Saved entries:
-- Opening Marker --

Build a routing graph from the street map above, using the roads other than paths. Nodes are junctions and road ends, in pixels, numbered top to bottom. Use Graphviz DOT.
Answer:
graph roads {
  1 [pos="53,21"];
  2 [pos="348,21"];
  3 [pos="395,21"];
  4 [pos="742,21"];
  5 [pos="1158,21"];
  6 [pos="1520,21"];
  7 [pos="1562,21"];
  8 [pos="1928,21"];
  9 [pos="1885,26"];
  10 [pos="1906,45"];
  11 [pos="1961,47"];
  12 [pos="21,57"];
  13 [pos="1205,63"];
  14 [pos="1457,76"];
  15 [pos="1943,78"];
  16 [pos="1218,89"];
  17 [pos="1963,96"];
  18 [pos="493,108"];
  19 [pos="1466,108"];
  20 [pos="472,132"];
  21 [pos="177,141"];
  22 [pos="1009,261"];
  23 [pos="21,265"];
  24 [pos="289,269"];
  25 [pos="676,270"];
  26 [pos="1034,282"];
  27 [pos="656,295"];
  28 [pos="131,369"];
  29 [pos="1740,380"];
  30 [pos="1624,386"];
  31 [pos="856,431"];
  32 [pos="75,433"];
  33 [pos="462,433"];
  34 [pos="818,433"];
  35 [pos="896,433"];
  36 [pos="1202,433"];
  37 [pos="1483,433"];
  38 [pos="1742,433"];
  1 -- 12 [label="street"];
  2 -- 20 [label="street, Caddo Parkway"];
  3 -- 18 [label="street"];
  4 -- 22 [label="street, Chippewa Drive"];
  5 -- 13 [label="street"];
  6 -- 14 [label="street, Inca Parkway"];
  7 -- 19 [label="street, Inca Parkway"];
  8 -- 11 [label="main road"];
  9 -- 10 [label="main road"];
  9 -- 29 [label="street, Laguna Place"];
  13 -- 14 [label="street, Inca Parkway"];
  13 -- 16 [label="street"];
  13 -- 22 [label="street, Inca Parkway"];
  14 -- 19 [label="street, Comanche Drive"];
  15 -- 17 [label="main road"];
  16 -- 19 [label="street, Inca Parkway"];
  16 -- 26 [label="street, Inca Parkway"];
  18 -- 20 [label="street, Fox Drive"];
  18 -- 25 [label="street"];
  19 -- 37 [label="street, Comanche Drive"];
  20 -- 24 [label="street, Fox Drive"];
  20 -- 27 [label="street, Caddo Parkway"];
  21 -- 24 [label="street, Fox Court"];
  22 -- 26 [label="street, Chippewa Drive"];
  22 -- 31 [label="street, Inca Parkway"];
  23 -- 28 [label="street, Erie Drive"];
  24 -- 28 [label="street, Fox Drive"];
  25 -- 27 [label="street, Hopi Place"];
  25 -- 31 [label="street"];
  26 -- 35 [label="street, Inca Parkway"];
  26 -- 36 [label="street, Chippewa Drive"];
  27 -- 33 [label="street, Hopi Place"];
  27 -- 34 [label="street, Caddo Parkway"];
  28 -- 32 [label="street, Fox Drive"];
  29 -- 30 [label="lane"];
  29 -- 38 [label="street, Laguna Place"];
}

-- Closing Marker --

How to complete this task
Each of the records shown above needs to be repeated exactly.

Solution to this task
Build a routing graph from the street map above, using the roads other than paths. Nodes are junctions and road ends, in pixels, numbered top to bottom. Use Graphviz DOT.
Answer:
graph roads {
  1 [pos="53,21"];
  2 [pos="348,21"];
  3 [pos="395,21"];
  4 [pos="742,21"];
  5 [pos="1158,21"];
  6 [pos="1520,21"];
  7 [pos="1562,21"];
  8 [pos="1928,21"];
  9 [pos="1885,26"];
  10 [pos="1906,45"];
  11 [pos="1961,47"];
  12 [pos="21,57"];
  13 [pos="1205,63"];
  14 [pos="1457,76"];
  15 [pos="1943,78"];
  16 [pos="1218,89"];
  17 [pos="1963,96"];
  18 [pos="493,108"];
  19 [pos="1466,108"];
  20 [pos="472,132"];
  21 [pos="177,141"];
  22 [pos="1009,261"];
  23 [pos="21,265"];
  24 [pos="289,269"];
  25 [pos="676,270"];
  26 [pos="1034,282"];
  27 [pos="656,295"];
  28 [pos="131,369"];
  29 [pos="1740,380"];
  30 [pos="1624,386"];
  31 [pos="856,431"];
  32 [pos="75,433"];
  33 [pos="462,433"];
  34 [pos="818,433"];
  35 [pos="896,433"];
  36 [pos="1202,433"];
  37 [pos="1483,433"];
  38 [pos="1742,433"];
  1 -- 12 [label="street"];
  2 -- 20 [label="street, Caddo Parkway"];
  3 -- 18 [label="street"];
  4 -- 22 [label="street, Chippewa Drive"];
  5 -- 13 [label="street"];
  6 -- 14 [label="street, Inca Parkway"];
  7 -- 19 [label="street, Inca Parkway"];
  8 -- 11 [label="main road"];
  9 -- 10 [label="main road"];
  9 -- 29 [label="street, Laguna Place"];
  13 -- 14 [label="street, Inca Parkway"];
  13 -- 16 [label="street"];
  13 -- 22 [label="street, Inca Parkway"];
  14 -- 19 [label="street, Comanche Drive"];
  15 -- 17 [label="main road"];
  16 -- 19 [label="street, Inca Parkway"];
  16 -- 26 [label="street, Inca Parkway"];
  18 -- 20 [label="street, Fox Drive"];
  18 -- 25 [label="street"];
  19 -- 37 [label="street, Comanche Drive"];
  20 -- 24 [label="street, Fox Drive"];
  20 -- 27 [label="street, Caddo Parkway"];
  21 -- 24 [label="street, Fox Court"];
  22 -- 26 [label="street, Chippewa Drive"];
  22 -- 31 [label="street, Inca Parkway"];
  23 -- 28 [label="street, Erie Drive"];
  24 -- 28 [label="street, Fox Drive"];
  25 -- 27 [label="street, Hopi Place"];
  25 -- 31 [label="street"];
  26 -- 35 [label="street, Inca Parkway"];
  26 -- 36 [label="street, Chippewa Drive"];
  27 -- 33 [label="street, Hopi Place"];
  27 -- 34 [label="street, Caddo Parkway"];
  28 -- 32 [label="street, Fox Drive"];
  29 -- 30 [label="lane"];
  29 -- 38 [label="street, Laguna Place"];
}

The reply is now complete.